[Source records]
***

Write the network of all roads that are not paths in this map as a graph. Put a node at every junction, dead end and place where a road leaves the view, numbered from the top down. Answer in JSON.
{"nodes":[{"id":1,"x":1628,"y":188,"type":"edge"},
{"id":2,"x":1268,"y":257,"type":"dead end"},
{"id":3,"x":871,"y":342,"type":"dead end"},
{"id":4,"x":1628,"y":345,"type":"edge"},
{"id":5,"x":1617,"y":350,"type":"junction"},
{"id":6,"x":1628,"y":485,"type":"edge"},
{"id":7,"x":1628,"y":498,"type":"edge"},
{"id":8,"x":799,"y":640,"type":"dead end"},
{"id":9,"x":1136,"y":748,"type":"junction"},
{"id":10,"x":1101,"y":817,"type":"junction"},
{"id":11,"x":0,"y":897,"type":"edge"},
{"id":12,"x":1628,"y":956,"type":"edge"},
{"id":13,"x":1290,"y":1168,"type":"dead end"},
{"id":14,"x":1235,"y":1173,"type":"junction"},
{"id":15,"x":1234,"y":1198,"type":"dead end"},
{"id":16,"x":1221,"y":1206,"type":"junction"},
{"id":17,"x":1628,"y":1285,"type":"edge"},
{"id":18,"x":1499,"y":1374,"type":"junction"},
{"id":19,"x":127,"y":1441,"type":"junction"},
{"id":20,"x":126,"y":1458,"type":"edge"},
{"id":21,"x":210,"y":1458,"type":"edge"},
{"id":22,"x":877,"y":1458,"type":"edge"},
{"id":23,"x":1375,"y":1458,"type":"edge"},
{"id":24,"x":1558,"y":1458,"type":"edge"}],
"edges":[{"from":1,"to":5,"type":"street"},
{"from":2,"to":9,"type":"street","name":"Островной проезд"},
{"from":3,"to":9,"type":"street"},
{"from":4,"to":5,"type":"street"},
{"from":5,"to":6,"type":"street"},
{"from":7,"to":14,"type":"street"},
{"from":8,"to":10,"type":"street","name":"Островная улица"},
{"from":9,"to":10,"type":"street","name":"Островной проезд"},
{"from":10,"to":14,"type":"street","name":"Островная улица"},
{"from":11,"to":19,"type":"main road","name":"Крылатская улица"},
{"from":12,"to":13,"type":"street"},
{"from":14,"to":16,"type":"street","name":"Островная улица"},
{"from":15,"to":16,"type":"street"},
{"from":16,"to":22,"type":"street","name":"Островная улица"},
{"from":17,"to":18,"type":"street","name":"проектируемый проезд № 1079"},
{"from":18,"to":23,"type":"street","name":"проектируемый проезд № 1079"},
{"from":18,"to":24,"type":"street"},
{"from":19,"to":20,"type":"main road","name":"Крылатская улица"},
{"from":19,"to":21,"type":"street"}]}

***

EXERCISE DETAILS:
Locate and copy each line in the data above that includes the word "Островная".

TASK RESPONSE:
{"from":8,"to":10,"type":"street","name":"Островная улица"},
{"from":10,"to":14,"type":"street","name":"Островная улица"},
{"from":14,"to":16,"type":"street","name":"Островная улица"},
{"from":16,"to":22,"type":"street","name":"Островная улица"},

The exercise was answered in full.